[Data listing]

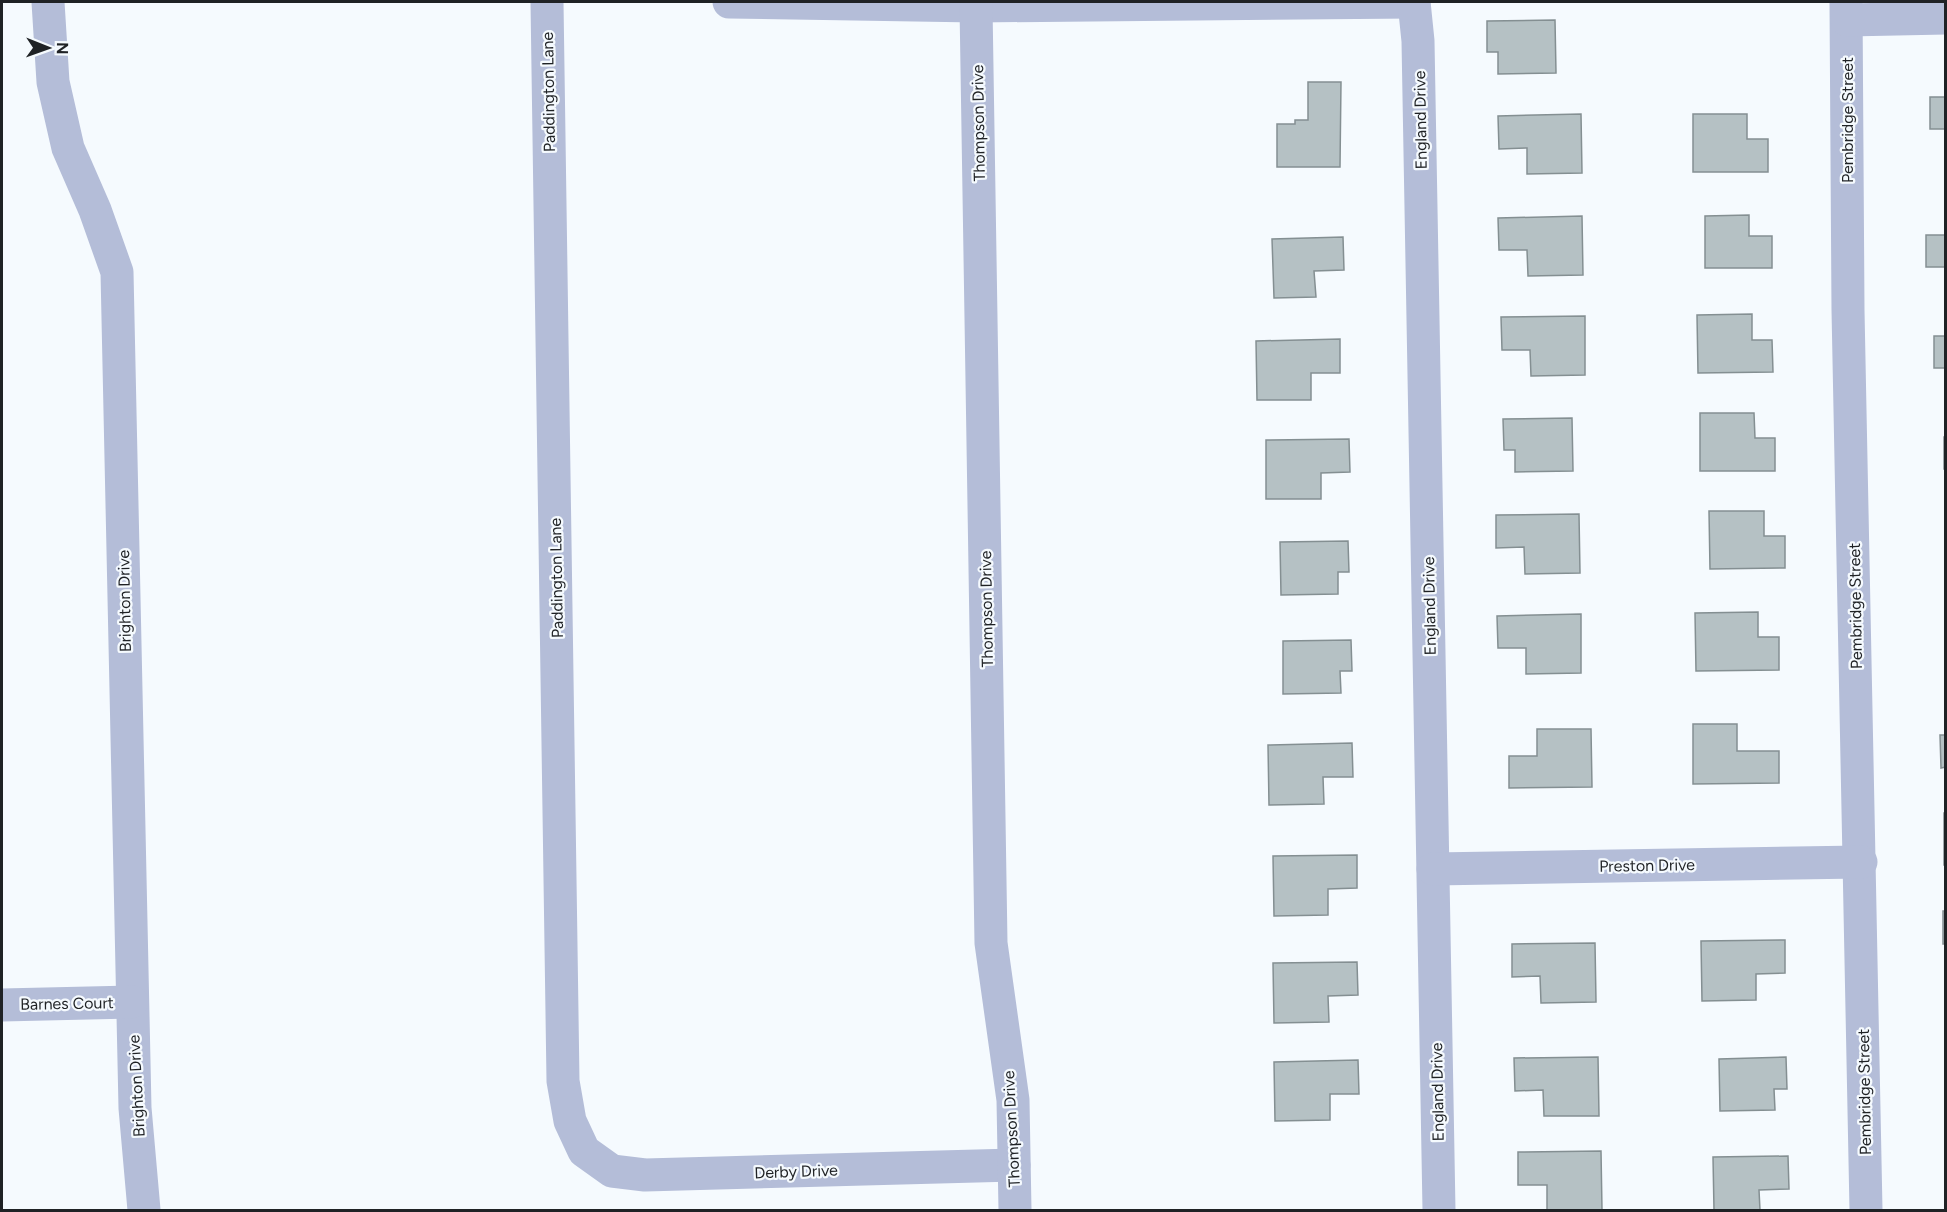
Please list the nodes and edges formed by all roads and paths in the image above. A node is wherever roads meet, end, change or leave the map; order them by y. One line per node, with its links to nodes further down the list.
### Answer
1 (48, 2): 10 (street, Brighton Drive)
2 (547, 2): 12 (street, Paddington Lane)
3 (729, 2): 5 (street)
4 (1414, 2): 5 (street); 9 (street, England Drive)
5 (976, 6): 13 (street, Thompson Drive)
6 (1847, 11): 7 (street); 8 (street, Pembridge Street)
7 (1946, 18)
8 (1861, 862): 9 (street, Preston Drive); 17 (street, Pembridge Street)
9 (1434, 869): 16 (street, England Drive)
10 (132, 1002): 11 (street, Barnes Court); 14 (street, Brighton Drive)
11 (2, 1005)
12 (584, 1152): 13 (street, Derby Drive)
13 (1014, 1165): 15 (street, Thompson Drive)
14 (144, 1210)
15 (1015, 1210)
16 (1439, 1210)
17 (1866, 1210)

[/Data listing]

:: Work to be completed ::
Each record above is to be copied exactly. Drop the pictures.

:: Answer box ::
Please list the nodes and edges formed by all roads and paths in the image above. A node is wherever roads meet, end, change or leave the map; order them by y. One line per node, with its links to nodes further down the list.
### Answer
1 (48, 2): 10 (street, Brighton Drive)
2 (547, 2): 12 (street, Paddington Lane)
3 (729, 2): 5 (street)
4 (1414, 2): 5 (street); 9 (street, England Drive)
5 (976, 6): 13 (street, Thompson Drive)
6 (1847, 11): 7 (street); 8 (street, Pembridge Street)
7 (1946, 18)
8 (1861, 862): 9 (street, Preston Drive); 17 (street, Pembridge Street)
9 (1434, 869): 16 (street, England Drive)
10 (132, 1002): 11 (street, Barnes Court); 14 (street, Brighton Drive)
11 (2, 1005)
12 (584, 1152): 13 (street, Derby Drive)
13 (1014, 1165): 15 (street, Thompson Drive)
14 (144, 1210)
15 (1015, 1210)
16 (1439, 1210)
17 (1866, 1210)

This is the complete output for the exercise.